## Task details
Nothing in the records should be changed in the copy, though the pictures must be left out.

╔══

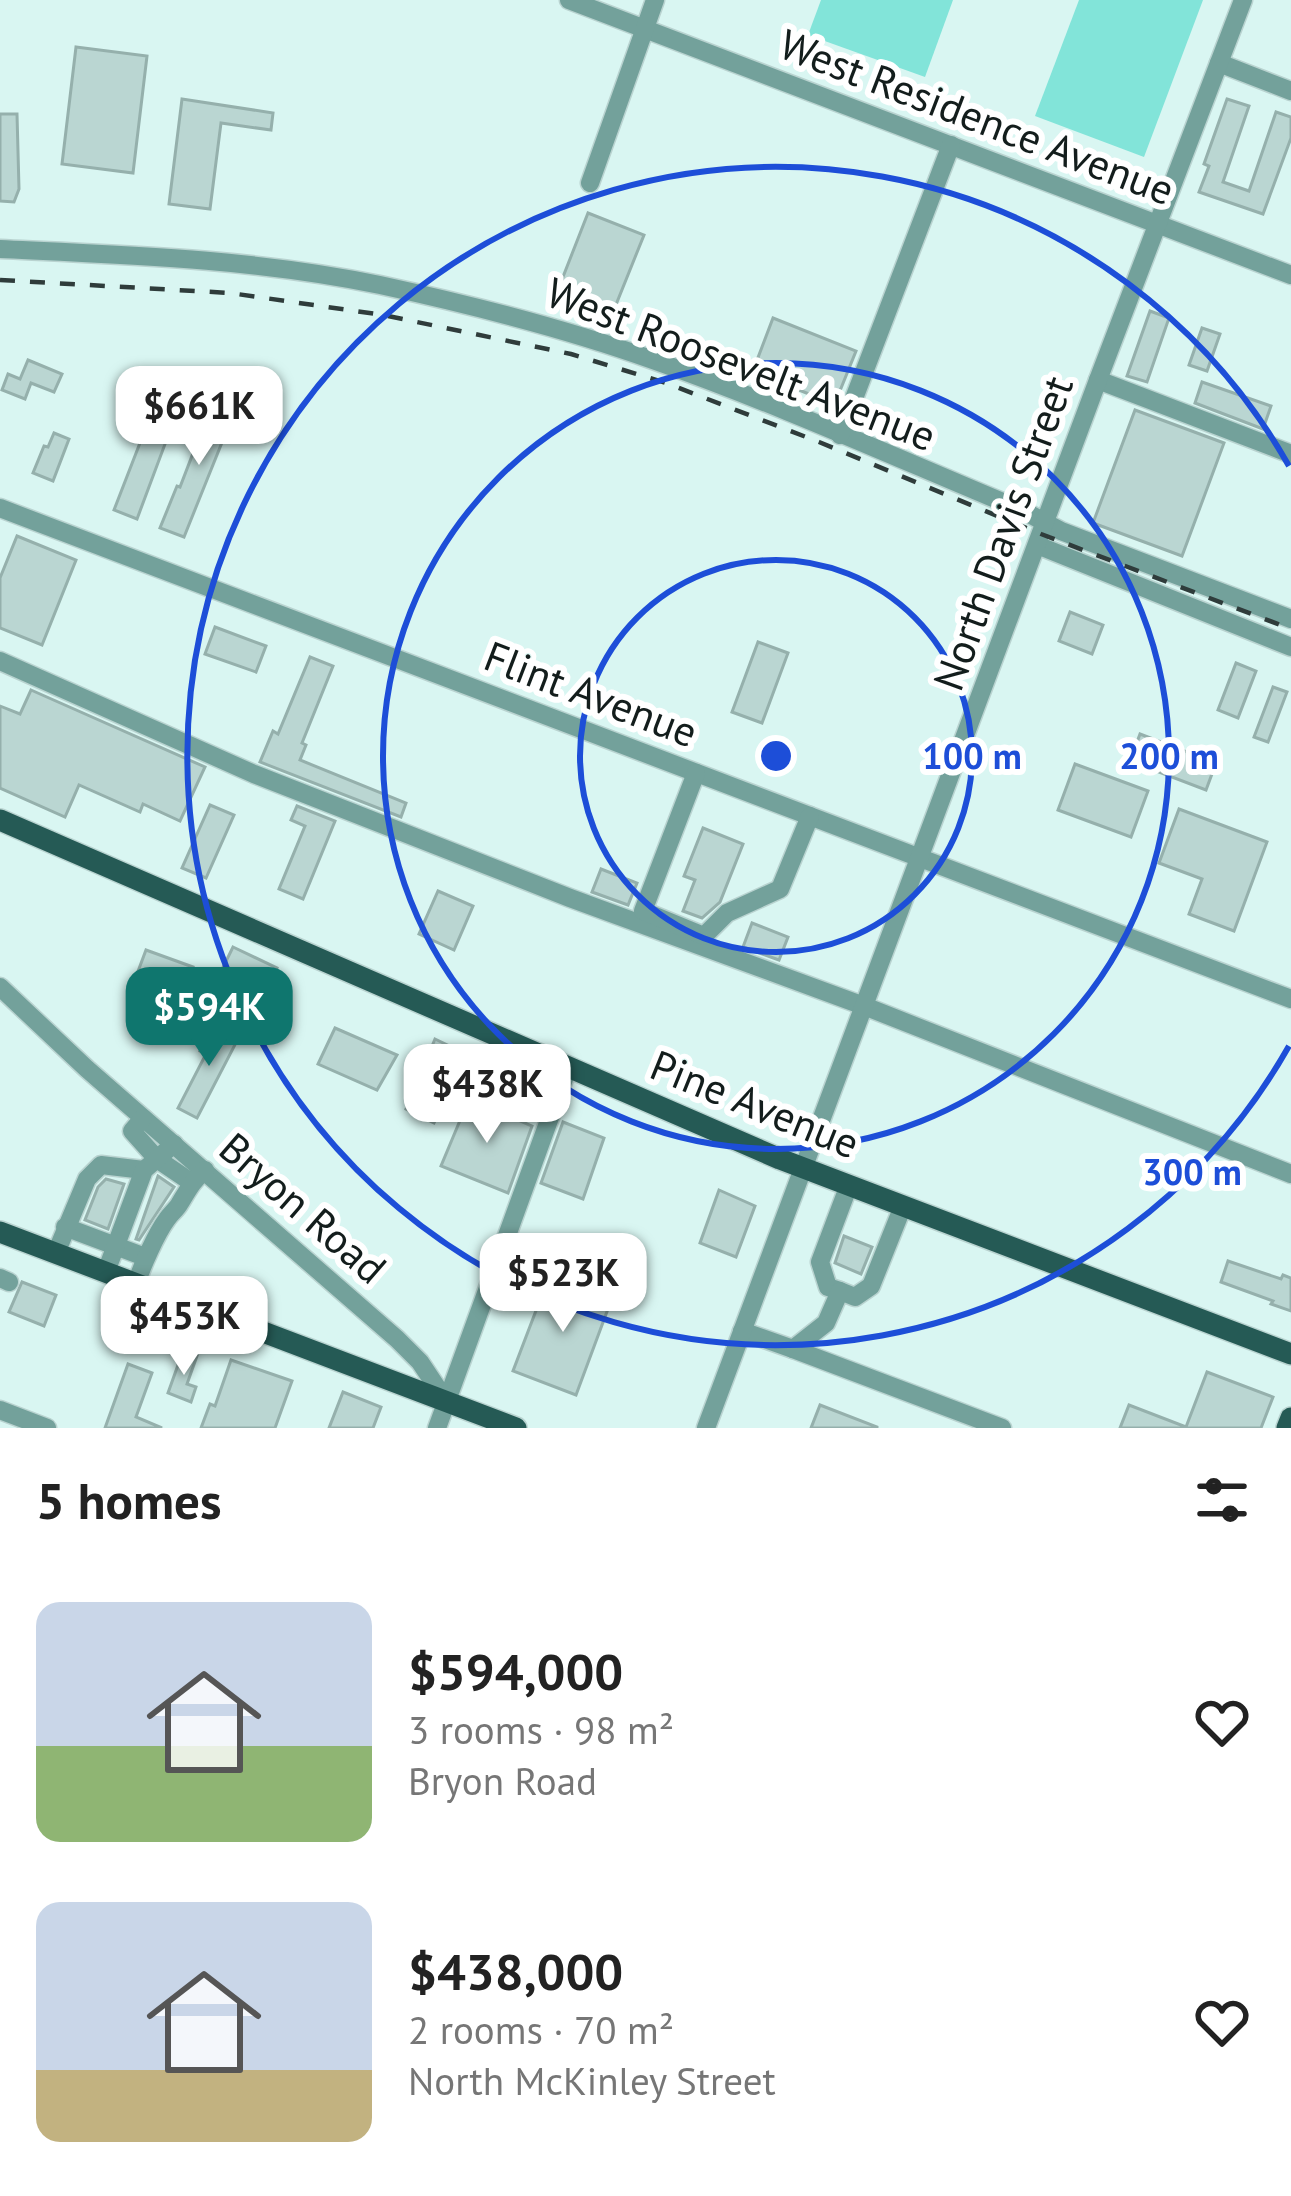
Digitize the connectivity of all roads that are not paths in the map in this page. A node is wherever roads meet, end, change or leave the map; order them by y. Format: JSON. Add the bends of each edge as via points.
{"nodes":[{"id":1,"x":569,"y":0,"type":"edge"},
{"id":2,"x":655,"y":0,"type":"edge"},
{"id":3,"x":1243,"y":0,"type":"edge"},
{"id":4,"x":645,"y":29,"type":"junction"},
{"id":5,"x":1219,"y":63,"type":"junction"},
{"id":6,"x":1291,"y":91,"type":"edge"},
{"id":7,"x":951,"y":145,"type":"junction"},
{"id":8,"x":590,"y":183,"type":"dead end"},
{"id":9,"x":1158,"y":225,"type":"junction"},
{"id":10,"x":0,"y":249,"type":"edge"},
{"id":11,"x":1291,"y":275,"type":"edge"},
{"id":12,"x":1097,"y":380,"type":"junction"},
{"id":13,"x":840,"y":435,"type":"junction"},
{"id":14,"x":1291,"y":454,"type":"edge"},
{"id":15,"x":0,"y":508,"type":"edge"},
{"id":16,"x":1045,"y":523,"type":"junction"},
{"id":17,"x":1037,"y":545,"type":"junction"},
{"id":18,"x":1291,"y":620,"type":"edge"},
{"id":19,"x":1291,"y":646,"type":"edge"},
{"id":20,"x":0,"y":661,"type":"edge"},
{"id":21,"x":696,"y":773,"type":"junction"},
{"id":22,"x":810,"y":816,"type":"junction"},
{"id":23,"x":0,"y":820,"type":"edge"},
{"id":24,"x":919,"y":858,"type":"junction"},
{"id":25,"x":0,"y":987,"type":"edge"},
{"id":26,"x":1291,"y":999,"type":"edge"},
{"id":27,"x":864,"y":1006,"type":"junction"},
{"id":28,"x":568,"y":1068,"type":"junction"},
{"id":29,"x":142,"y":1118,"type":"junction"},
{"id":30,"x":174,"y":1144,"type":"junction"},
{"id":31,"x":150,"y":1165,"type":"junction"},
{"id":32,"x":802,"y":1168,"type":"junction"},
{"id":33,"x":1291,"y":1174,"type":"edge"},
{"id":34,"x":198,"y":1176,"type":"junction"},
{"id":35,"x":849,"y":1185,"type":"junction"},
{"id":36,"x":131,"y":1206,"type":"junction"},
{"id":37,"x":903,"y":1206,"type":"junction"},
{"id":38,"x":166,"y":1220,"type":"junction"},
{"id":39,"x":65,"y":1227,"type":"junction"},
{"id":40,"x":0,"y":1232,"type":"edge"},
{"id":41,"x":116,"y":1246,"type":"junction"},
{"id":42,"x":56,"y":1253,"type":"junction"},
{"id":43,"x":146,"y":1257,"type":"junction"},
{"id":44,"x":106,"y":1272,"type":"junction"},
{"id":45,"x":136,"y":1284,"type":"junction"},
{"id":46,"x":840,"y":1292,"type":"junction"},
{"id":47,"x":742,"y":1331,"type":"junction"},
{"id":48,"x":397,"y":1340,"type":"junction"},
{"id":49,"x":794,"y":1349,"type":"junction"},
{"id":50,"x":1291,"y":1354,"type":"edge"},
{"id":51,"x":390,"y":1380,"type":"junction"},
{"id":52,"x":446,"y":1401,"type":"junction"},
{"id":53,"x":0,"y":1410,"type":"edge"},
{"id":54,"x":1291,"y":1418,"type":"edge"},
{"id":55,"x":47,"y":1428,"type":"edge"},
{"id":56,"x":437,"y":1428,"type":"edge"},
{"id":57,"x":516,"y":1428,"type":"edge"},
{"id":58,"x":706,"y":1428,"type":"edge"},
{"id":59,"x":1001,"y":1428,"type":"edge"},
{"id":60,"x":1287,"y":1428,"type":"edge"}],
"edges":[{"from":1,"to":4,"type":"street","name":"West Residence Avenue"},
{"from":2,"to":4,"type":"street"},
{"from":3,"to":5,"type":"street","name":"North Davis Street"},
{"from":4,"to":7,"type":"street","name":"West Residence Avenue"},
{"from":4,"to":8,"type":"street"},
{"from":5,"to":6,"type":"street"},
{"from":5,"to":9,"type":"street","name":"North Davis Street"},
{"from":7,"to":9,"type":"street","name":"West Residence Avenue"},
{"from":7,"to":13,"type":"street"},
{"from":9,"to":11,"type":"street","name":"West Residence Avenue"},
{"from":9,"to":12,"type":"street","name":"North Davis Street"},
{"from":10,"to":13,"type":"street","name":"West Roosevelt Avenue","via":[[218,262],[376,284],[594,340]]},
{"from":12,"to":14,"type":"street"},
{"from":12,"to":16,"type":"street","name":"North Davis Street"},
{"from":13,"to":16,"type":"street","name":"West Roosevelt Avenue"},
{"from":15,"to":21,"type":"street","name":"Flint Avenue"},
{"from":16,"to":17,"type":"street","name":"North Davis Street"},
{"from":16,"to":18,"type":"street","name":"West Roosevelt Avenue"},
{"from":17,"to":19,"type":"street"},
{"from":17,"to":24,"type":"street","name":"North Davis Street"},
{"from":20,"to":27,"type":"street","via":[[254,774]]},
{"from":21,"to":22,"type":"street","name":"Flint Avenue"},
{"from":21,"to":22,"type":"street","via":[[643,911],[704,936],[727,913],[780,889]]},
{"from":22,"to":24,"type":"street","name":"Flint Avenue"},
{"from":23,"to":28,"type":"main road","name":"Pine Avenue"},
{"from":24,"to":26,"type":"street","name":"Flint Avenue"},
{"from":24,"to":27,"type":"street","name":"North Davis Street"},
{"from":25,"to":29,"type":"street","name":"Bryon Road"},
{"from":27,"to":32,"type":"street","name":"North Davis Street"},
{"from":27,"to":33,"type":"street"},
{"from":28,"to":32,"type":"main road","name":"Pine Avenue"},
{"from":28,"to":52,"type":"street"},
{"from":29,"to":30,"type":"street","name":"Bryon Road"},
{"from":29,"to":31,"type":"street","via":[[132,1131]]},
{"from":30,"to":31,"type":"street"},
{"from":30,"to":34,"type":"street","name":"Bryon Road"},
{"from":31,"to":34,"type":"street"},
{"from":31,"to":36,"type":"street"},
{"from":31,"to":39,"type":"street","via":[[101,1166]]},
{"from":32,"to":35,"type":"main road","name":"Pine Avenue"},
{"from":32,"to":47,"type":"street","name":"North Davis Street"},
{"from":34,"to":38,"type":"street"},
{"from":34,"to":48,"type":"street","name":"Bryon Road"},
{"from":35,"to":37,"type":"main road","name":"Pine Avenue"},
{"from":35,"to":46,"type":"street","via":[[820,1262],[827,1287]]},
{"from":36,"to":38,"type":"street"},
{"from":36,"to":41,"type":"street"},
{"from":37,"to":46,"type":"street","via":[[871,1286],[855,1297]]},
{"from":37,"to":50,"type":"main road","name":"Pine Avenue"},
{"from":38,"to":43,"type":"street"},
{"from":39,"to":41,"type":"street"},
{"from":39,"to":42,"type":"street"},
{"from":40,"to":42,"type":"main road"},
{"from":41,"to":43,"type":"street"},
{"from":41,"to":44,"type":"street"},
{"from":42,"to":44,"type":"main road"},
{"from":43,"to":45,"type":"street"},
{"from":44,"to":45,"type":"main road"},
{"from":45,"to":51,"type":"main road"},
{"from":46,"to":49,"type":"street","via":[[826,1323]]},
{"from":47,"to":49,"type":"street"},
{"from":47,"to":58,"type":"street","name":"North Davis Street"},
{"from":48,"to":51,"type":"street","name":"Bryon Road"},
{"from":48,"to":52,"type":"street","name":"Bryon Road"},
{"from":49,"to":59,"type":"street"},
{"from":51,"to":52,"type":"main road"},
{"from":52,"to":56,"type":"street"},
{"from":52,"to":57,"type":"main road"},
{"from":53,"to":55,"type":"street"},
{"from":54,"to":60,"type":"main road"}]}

╚══

## Solved exercise
Digitize the connectivity of all roads that are not paths in the map in this page. A node is wherever roads meet, end, change or leave the map; order them by y. Format: JSON. Add the bends of each edge as via points.
{"nodes":[{"id":1,"x":569,"y":0,"type":"edge"},
{"id":2,"x":655,"y":0,"type":"edge"},
{"id":3,"x":1243,"y":0,"type":"edge"},
{"id":4,"x":645,"y":29,"type":"junction"},
{"id":5,"x":1219,"y":63,"type":"junction"},
{"id":6,"x":1291,"y":91,"type":"edge"},
{"id":7,"x":951,"y":145,"type":"junction"},
{"id":8,"x":590,"y":183,"type":"dead end"},
{"id":9,"x":1158,"y":225,"type":"junction"},
{"id":10,"x":0,"y":249,"type":"edge"},
{"id":11,"x":1291,"y":275,"type":"edge"},
{"id":12,"x":1097,"y":380,"type":"junction"},
{"id":13,"x":840,"y":435,"type":"junction"},
{"id":14,"x":1291,"y":454,"type":"edge"},
{"id":15,"x":0,"y":508,"type":"edge"},
{"id":16,"x":1045,"y":523,"type":"junction"},
{"id":17,"x":1037,"y":545,"type":"junction"},
{"id":18,"x":1291,"y":620,"type":"edge"},
{"id":19,"x":1291,"y":646,"type":"edge"},
{"id":20,"x":0,"y":661,"type":"edge"},
{"id":21,"x":696,"y":773,"type":"junction"},
{"id":22,"x":810,"y":816,"type":"junction"},
{"id":23,"x":0,"y":820,"type":"edge"},
{"id":24,"x":919,"y":858,"type":"junction"},
{"id":25,"x":0,"y":987,"type":"edge"},
{"id":26,"x":1291,"y":999,"type":"edge"},
{"id":27,"x":864,"y":1006,"type":"junction"},
{"id":28,"x":568,"y":1068,"type":"junction"},
{"id":29,"x":142,"y":1118,"type":"junction"},
{"id":30,"x":174,"y":1144,"type":"junction"},
{"id":31,"x":150,"y":1165,"type":"junction"},
{"id":32,"x":802,"y":1168,"type":"junction"},
{"id":33,"x":1291,"y":1174,"type":"edge"},
{"id":34,"x":198,"y":1176,"type":"junction"},
{"id":35,"x":849,"y":1185,"type":"junction"},
{"id":36,"x":131,"y":1206,"type":"junction"},
{"id":37,"x":903,"y":1206,"type":"junction"},
{"id":38,"x":166,"y":1220,"type":"junction"},
{"id":39,"x":65,"y":1227,"type":"junction"},
{"id":40,"x":0,"y":1232,"type":"edge"},
{"id":41,"x":116,"y":1246,"type":"junction"},
{"id":42,"x":56,"y":1253,"type":"junction"},
{"id":43,"x":146,"y":1257,"type":"junction"},
{"id":44,"x":106,"y":1272,"type":"junction"},
{"id":45,"x":136,"y":1284,"type":"junction"},
{"id":46,"x":840,"y":1292,"type":"junction"},
{"id":47,"x":742,"y":1331,"type":"junction"},
{"id":48,"x":397,"y":1340,"type":"junction"},
{"id":49,"x":794,"y":1349,"type":"junction"},
{"id":50,"x":1291,"y":1354,"type":"edge"},
{"id":51,"x":390,"y":1380,"type":"junction"},
{"id":52,"x":446,"y":1401,"type":"junction"},
{"id":53,"x":0,"y":1410,"type":"edge"},
{"id":54,"x":1291,"y":1418,"type":"edge"},
{"id":55,"x":47,"y":1428,"type":"edge"},
{"id":56,"x":437,"y":1428,"type":"edge"},
{"id":57,"x":516,"y":1428,"type":"edge"},
{"id":58,"x":706,"y":1428,"type":"edge"},
{"id":59,"x":1001,"y":1428,"type":"edge"},
{"id":60,"x":1287,"y":1428,"type":"edge"}],
"edges":[{"from":1,"to":4,"type":"street","name":"West Residence Avenue"},
{"from":2,"to":4,"type":"street"},
{"from":3,"to":5,"type":"street","name":"North Davis Street"},
{"from":4,"to":7,"type":"street","name":"West Residence Avenue"},
{"from":4,"to":8,"type":"street"},
{"from":5,"to":6,"type":"street"},
{"from":5,"to":9,"type":"street","name":"North Davis Street"},
{"from":7,"to":9,"type":"street","name":"West Residence Avenue"},
{"from":7,"to":13,"type":"street"},
{"from":9,"to":11,"type":"street","name":"West Residence Avenue"},
{"from":9,"to":12,"type":"street","name":"North Davis Street"},
{"from":10,"to":13,"type":"street","name":"West Roosevelt Avenue","via":[[218,262],[376,284],[594,340]]},
{"from":12,"to":14,"type":"street"},
{"from":12,"to":16,"type":"street","name":"North Davis Street"},
{"from":13,"to":16,"type":"street","name":"West Roosevelt Avenue"},
{"from":15,"to":21,"type":"street","name":"Flint Avenue"},
{"from":16,"to":17,"type":"street","name":"North Davis Street"},
{"from":16,"to":18,"type":"street","name":"West Roosevelt Avenue"},
{"from":17,"to":19,"type":"street"},
{"from":17,"to":24,"type":"street","name":"North Davis Street"},
{"from":20,"to":27,"type":"street","via":[[254,774]]},
{"from":21,"to":22,"type":"street","name":"Flint Avenue"},
{"from":21,"to":22,"type":"street","via":[[643,911],[704,936],[727,913],[780,889]]},
{"from":22,"to":24,"type":"street","name":"Flint Avenue"},
{"from":23,"to":28,"type":"main road","name":"Pine Avenue"},
{"from":24,"to":26,"type":"street","name":"Flint Avenue"},
{"from":24,"to":27,"type":"street","name":"North Davis Street"},
{"from":25,"to":29,"type":"street","name":"Bryon Road"},
{"from":27,"to":32,"type":"street","name":"North Davis Street"},
{"from":27,"to":33,"type":"street"},
{"from":28,"to":32,"type":"main road","name":"Pine Avenue"},
{"from":28,"to":52,"type":"street"},
{"from":29,"to":30,"type":"street","name":"Bryon Road"},
{"from":29,"to":31,"type":"street","via":[[132,1131]]},
{"from":30,"to":31,"type":"street"},
{"from":30,"to":34,"type":"street","name":"Bryon Road"},
{"from":31,"to":34,"type":"street"},
{"from":31,"to":36,"type":"street"},
{"from":31,"to":39,"type":"street","via":[[101,1166]]},
{"from":32,"to":35,"type":"main road","name":"Pine Avenue"},
{"from":32,"to":47,"type":"street","name":"North Davis Street"},
{"from":34,"to":38,"type":"street"},
{"from":34,"to":48,"type":"street","name":"Bryon Road"},
{"from":35,"to":37,"type":"main road","name":"Pine Avenue"},
{"from":35,"to":46,"type":"street","via":[[820,1262],[827,1287]]},
{"from":36,"to":38,"type":"street"},
{"from":36,"to":41,"type":"street"},
{"from":37,"to":46,"type":"street","via":[[871,1286],[855,1297]]},
{"from":37,"to":50,"type":"main road","name":"Pine Avenue"},
{"from":38,"to":43,"type":"street"},
{"from":39,"to":41,"type":"street"},
{"from":39,"to":42,"type":"street"},
{"from":40,"to":42,"type":"main road"},
{"from":41,"to":43,"type":"street"},
{"from":41,"to":44,"type":"street"},
{"from":42,"to":44,"type":"main road"},
{"from":43,"to":45,"type":"street"},
{"from":44,"to":45,"type":"main road"},
{"from":45,"to":51,"type":"main road"},
{"from":46,"to":49,"type":"street","via":[[826,1323]]},
{"from":47,"to":49,"type":"street"},
{"from":47,"to":58,"type":"street","name":"North Davis Street"},
{"from":48,"to":51,"type":"street","name":"Bryon Road"},
{"from":48,"to":52,"type":"street","name":"Bryon Road"},
{"from":49,"to":59,"type":"street"},
{"from":51,"to":52,"type":"main road"},
{"from":52,"to":56,"type":"street"},
{"from":52,"to":57,"type":"main road"},
{"from":53,"to":55,"type":"street"},
{"from":54,"to":60,"type":"main road"}]}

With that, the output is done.